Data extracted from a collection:

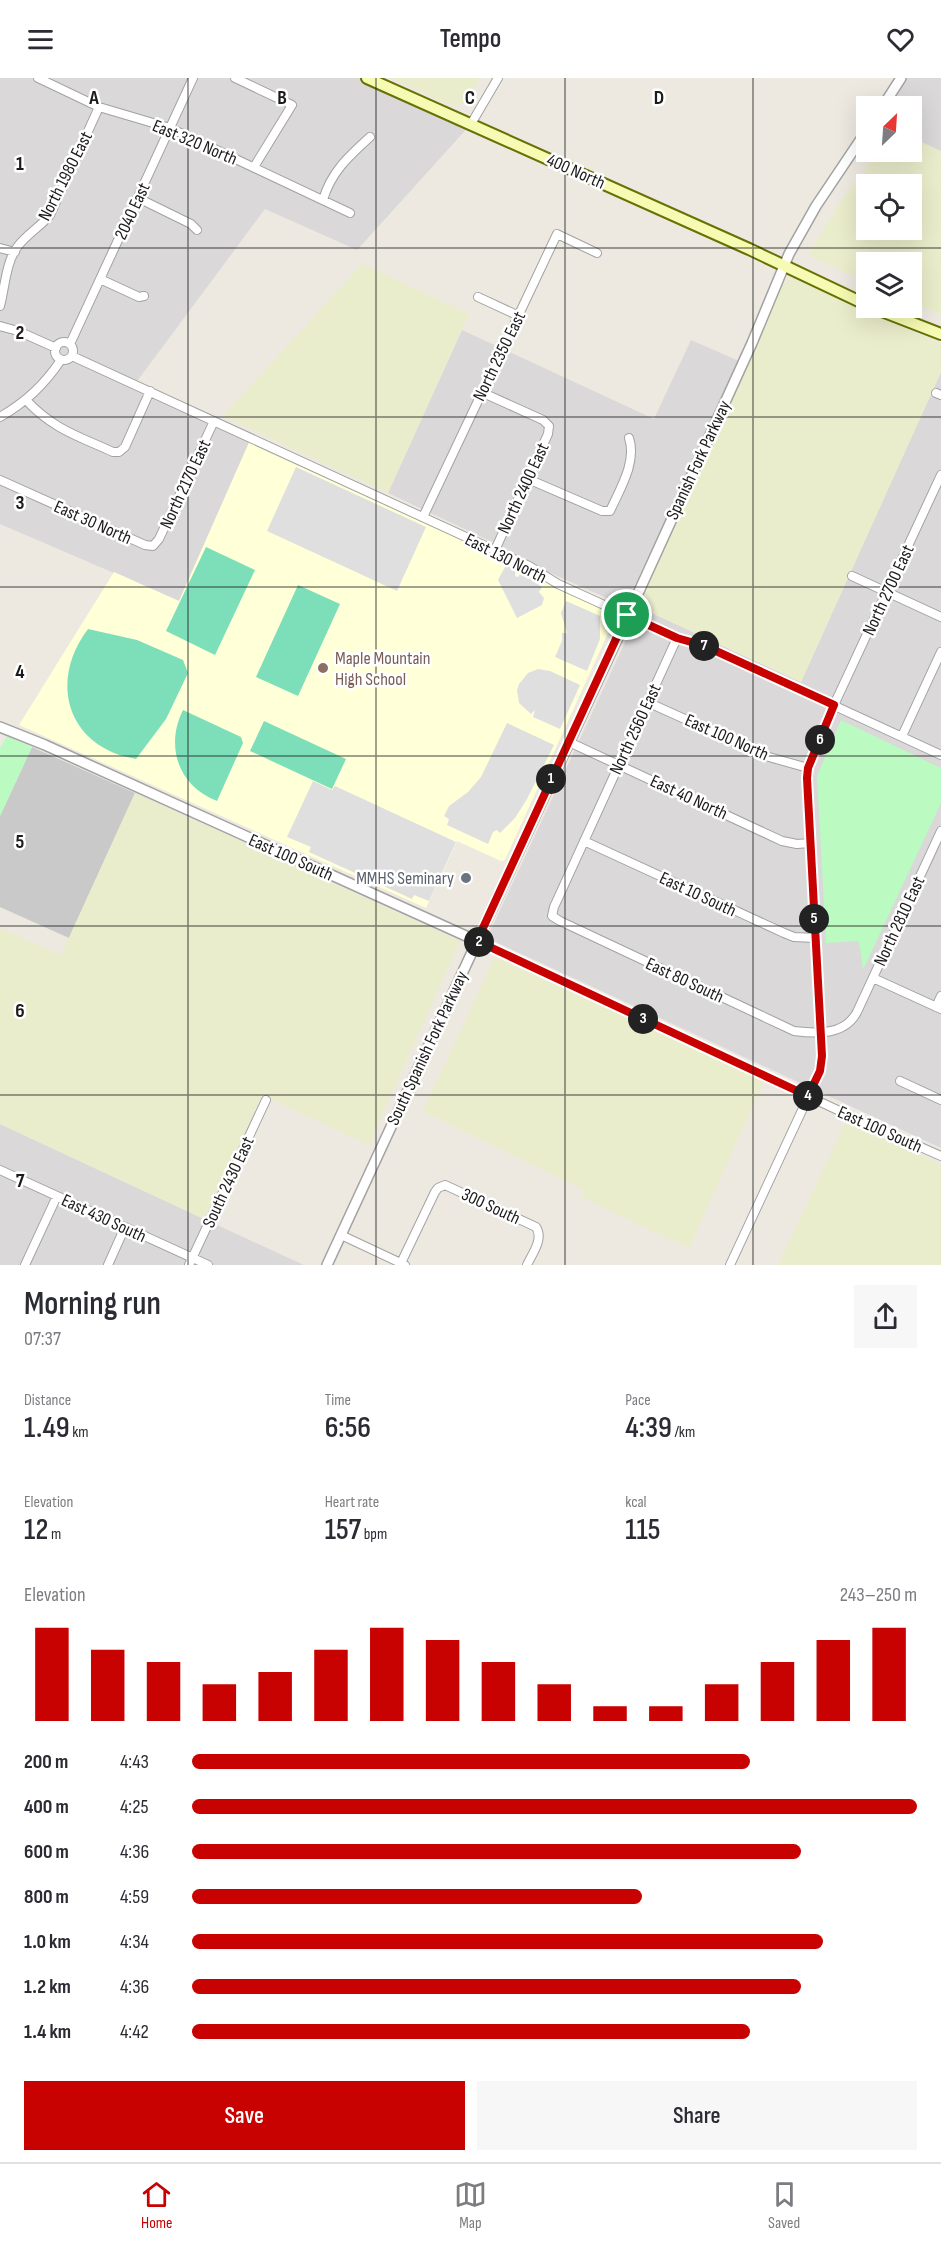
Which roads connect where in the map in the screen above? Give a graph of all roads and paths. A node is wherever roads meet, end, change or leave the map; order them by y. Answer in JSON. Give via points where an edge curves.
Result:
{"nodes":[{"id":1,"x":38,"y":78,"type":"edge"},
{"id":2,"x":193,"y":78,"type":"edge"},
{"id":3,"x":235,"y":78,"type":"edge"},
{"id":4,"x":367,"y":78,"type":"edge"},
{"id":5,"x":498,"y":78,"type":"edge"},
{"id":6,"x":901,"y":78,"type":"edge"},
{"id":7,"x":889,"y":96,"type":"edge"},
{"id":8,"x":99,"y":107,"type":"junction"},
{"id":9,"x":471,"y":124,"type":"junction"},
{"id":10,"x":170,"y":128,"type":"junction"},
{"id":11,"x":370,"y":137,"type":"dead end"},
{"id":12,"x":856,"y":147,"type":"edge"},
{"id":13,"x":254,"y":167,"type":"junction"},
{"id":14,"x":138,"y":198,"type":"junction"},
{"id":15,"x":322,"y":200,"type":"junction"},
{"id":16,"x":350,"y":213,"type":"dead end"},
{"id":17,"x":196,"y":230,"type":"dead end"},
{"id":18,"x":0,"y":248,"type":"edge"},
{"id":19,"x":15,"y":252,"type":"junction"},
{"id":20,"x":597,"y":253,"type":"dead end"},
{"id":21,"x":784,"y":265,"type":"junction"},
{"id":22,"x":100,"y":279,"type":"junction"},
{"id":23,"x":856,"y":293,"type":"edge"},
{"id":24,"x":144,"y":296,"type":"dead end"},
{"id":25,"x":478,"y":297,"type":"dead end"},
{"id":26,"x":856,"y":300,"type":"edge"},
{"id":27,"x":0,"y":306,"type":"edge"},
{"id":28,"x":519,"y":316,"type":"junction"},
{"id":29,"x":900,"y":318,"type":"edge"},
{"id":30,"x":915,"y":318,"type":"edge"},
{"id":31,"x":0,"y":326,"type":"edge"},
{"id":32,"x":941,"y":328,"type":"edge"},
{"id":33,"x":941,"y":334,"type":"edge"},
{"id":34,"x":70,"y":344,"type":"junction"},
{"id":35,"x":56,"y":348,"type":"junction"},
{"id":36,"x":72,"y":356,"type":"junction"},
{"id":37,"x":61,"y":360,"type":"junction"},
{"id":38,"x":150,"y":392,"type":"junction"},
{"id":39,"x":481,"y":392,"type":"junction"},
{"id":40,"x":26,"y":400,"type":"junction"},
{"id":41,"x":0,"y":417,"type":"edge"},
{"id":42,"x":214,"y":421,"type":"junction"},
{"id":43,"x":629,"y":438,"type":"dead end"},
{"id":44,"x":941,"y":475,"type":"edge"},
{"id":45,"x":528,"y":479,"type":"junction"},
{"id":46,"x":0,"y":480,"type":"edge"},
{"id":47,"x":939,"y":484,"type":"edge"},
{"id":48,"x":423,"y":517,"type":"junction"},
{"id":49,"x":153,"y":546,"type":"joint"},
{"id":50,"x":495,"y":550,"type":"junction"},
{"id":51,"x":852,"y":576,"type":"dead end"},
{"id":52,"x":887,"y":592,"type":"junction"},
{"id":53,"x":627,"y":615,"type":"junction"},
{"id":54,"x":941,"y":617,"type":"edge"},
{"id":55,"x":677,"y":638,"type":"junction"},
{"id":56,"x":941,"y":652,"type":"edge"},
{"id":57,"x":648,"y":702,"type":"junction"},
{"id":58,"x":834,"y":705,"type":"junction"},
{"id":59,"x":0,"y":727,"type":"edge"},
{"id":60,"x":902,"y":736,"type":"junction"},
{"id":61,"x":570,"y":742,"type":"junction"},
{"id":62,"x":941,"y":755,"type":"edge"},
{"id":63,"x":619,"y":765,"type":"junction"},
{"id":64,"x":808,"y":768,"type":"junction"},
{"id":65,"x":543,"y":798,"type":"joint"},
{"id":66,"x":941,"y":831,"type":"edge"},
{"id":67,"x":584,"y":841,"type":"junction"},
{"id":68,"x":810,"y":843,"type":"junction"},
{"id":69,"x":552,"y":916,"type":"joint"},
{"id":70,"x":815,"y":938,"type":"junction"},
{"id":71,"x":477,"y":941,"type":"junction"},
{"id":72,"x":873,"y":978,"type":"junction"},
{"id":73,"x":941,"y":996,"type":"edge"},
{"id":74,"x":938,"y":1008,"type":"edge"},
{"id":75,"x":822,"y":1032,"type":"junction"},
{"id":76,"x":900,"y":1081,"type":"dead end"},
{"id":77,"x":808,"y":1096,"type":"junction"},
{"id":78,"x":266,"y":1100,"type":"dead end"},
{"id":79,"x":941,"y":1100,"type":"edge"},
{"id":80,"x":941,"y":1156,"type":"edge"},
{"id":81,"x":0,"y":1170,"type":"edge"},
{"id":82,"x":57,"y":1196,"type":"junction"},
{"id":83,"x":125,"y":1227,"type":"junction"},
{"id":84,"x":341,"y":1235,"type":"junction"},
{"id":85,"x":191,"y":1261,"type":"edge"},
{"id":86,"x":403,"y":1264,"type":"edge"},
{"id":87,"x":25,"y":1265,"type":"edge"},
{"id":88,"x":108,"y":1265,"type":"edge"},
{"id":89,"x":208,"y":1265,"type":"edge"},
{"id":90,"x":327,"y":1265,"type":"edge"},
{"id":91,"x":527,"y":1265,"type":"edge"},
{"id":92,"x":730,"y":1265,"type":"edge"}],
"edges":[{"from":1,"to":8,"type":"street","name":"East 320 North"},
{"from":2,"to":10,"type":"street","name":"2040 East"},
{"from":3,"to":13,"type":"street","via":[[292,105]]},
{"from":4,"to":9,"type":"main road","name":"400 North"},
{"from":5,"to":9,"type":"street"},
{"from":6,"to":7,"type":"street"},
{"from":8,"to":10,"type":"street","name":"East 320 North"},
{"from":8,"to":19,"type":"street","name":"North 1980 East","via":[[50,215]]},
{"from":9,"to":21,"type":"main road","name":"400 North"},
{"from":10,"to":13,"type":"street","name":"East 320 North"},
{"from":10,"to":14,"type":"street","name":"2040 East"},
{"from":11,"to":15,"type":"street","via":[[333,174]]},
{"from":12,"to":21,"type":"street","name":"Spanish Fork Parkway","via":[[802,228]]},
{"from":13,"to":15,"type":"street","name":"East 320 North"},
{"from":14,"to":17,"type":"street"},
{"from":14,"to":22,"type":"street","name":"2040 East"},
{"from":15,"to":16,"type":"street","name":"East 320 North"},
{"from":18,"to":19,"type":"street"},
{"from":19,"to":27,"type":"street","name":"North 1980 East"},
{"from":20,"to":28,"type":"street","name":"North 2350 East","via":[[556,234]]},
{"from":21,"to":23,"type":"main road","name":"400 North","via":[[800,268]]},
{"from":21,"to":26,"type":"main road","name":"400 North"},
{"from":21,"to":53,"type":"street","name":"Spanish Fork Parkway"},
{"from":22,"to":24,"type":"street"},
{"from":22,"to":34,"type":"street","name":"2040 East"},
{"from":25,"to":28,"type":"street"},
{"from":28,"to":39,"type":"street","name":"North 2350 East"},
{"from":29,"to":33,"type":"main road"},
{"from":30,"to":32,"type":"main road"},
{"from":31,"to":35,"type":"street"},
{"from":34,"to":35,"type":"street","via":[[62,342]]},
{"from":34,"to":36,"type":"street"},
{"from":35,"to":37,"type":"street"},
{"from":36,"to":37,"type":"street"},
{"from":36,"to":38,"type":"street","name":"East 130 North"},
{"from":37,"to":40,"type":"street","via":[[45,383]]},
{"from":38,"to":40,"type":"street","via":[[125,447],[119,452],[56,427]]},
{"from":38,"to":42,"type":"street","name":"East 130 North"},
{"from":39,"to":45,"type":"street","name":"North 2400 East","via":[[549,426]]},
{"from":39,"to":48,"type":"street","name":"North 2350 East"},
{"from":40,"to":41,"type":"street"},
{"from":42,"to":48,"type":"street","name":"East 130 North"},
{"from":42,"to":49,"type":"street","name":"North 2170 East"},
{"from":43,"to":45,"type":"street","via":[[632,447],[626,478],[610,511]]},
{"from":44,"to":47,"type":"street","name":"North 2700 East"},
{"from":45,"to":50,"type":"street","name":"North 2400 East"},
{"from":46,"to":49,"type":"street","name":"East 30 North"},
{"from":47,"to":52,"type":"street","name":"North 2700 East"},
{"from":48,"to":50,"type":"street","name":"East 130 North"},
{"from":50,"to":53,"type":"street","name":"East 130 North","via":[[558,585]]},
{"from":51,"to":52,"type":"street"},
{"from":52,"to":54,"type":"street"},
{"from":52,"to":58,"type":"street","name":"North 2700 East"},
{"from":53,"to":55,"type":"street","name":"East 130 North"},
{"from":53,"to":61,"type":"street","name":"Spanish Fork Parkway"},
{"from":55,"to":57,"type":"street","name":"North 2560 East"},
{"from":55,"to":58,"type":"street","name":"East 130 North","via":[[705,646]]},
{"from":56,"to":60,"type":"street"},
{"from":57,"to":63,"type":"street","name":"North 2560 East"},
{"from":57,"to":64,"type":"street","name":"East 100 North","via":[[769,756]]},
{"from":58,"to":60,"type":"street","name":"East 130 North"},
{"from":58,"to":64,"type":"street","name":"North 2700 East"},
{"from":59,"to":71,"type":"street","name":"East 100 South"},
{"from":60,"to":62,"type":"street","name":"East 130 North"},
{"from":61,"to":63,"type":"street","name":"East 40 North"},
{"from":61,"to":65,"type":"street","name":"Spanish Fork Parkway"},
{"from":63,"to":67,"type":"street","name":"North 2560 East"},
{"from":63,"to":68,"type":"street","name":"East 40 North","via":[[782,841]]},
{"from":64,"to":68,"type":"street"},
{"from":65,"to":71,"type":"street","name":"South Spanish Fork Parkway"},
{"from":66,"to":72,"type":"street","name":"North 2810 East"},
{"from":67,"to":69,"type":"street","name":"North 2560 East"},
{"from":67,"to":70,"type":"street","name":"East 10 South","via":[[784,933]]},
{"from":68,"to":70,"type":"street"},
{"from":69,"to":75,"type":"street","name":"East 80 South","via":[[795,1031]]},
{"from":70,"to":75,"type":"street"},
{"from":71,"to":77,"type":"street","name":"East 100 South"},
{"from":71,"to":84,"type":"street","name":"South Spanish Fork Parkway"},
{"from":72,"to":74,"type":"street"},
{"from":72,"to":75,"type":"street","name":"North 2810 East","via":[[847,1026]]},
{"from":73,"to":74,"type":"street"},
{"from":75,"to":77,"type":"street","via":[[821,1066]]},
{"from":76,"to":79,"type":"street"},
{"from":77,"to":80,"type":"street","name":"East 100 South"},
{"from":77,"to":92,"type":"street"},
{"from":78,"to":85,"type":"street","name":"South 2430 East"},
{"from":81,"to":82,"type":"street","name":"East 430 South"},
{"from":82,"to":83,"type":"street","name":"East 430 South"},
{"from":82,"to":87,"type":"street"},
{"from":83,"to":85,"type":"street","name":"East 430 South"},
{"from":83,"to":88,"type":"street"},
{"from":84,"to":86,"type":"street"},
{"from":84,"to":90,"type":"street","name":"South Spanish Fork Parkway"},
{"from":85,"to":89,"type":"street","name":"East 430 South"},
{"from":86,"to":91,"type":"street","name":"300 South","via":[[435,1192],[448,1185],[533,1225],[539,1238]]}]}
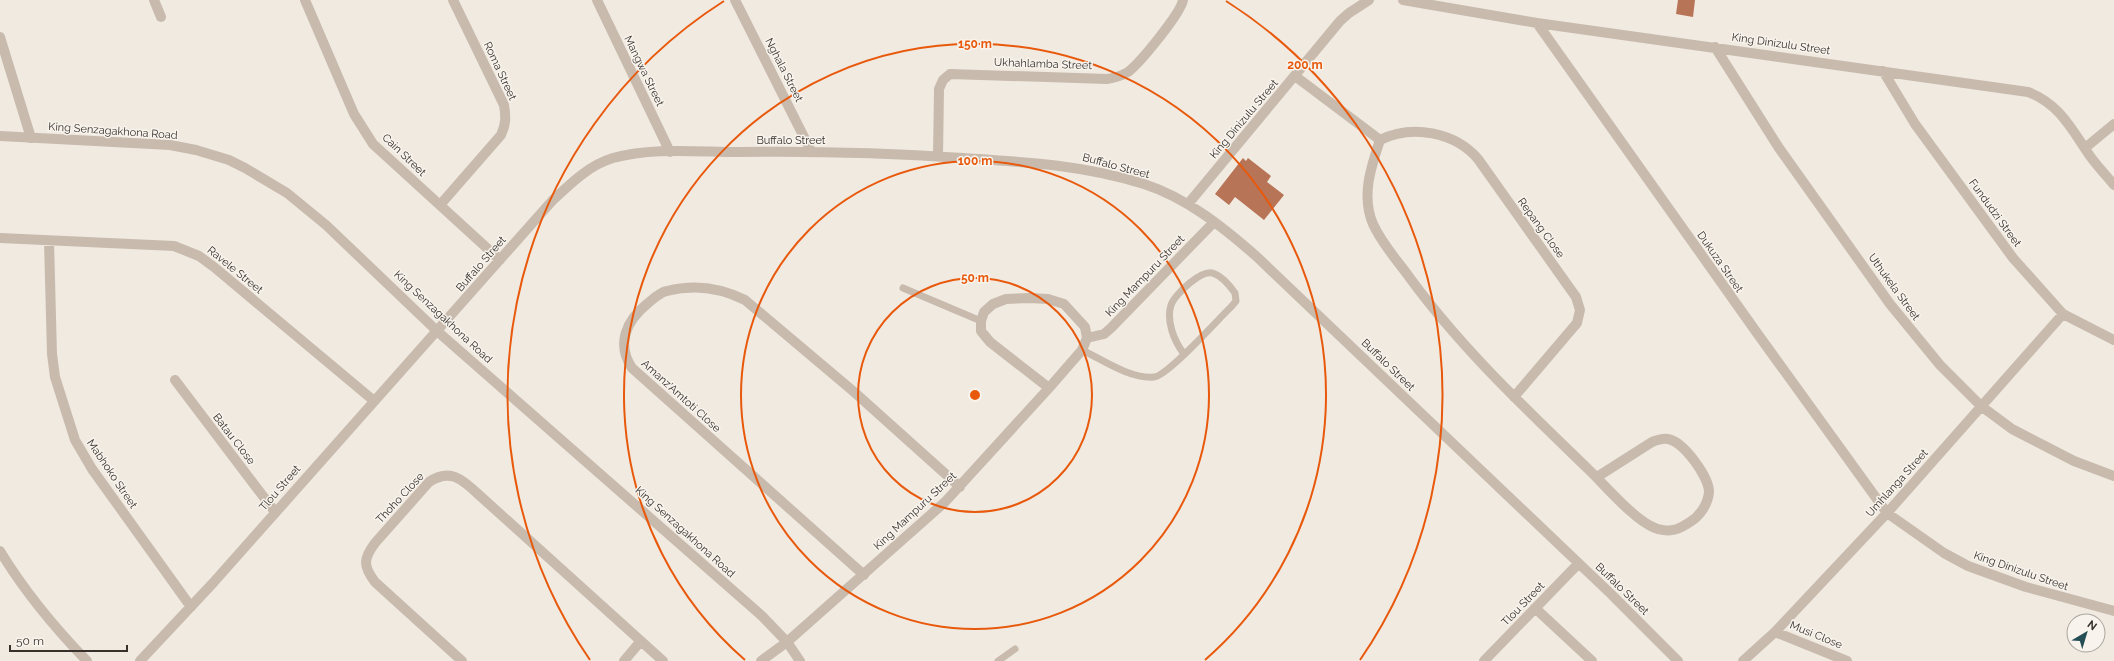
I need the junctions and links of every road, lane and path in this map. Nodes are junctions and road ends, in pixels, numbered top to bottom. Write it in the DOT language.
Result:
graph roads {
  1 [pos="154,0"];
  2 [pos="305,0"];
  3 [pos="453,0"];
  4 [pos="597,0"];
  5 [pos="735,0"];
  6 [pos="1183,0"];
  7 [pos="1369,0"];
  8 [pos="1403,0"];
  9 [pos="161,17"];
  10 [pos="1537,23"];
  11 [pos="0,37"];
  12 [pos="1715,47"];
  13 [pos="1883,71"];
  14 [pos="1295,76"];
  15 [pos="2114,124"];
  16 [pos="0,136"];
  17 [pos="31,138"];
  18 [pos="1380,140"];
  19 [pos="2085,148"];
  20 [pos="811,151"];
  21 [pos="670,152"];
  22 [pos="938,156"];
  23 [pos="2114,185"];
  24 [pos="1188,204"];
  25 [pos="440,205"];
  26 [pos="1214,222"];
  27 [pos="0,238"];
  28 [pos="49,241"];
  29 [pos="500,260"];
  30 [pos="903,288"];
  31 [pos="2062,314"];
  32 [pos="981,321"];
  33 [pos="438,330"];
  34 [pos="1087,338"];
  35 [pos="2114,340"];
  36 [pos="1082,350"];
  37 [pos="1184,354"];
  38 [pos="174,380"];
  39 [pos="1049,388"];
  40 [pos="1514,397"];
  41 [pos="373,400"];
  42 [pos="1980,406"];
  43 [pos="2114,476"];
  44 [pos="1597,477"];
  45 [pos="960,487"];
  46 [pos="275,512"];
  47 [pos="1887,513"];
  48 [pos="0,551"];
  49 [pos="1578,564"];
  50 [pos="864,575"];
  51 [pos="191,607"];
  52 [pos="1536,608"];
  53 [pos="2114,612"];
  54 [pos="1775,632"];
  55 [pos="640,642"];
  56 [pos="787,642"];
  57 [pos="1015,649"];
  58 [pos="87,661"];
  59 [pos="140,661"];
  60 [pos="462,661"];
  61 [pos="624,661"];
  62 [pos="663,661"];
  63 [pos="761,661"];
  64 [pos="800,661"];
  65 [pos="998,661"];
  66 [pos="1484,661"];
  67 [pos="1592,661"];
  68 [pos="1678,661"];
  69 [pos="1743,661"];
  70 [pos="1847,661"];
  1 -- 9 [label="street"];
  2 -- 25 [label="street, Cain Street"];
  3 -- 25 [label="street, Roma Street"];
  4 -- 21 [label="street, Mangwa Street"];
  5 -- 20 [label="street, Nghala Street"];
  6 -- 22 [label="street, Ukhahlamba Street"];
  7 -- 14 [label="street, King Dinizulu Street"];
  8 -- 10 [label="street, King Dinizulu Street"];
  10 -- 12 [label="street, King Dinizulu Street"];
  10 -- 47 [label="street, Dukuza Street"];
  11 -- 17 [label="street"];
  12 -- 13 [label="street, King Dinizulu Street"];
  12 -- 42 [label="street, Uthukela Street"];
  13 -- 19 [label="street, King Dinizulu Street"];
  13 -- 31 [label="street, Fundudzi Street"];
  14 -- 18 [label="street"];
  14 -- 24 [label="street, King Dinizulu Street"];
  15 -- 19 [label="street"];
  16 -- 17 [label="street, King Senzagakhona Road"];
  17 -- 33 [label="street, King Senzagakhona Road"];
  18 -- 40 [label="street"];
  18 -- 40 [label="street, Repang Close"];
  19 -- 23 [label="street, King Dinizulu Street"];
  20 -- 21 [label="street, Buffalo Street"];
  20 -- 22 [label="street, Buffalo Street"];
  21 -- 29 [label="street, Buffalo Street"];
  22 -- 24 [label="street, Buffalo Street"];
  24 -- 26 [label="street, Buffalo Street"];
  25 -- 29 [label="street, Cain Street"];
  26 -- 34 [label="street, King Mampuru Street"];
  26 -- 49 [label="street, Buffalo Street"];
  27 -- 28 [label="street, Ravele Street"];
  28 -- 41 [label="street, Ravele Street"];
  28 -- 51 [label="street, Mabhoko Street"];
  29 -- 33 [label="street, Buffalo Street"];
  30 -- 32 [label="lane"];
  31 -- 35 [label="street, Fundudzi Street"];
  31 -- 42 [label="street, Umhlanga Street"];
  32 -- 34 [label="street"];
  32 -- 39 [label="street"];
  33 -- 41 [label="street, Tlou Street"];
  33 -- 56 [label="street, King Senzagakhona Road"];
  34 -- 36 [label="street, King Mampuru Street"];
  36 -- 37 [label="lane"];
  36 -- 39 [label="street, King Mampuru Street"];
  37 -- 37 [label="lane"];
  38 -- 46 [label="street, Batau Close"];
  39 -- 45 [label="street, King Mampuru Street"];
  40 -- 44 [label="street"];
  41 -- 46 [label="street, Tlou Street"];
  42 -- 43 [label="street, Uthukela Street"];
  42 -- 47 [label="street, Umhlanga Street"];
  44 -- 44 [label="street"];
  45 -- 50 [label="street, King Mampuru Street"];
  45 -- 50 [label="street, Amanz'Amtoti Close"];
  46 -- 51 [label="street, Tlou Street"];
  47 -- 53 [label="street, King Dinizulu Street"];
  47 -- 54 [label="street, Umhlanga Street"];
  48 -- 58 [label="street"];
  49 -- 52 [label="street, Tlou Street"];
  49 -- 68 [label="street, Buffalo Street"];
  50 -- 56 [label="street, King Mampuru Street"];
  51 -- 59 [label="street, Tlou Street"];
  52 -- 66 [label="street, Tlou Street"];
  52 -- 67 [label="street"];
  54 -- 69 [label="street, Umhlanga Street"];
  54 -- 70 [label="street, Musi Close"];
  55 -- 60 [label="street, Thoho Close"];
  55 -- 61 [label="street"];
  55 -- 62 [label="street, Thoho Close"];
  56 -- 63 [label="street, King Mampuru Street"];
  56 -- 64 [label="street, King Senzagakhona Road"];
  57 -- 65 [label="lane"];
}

» INSTRUCTIONS FOR THE TASK: If a line of the records includes the string "Thoho", copy it out.

» ANSWER SECTION:
  55 -- 60 [label="street, Thoho Close"];
  55 -- 62 [label="street, Thoho Close"];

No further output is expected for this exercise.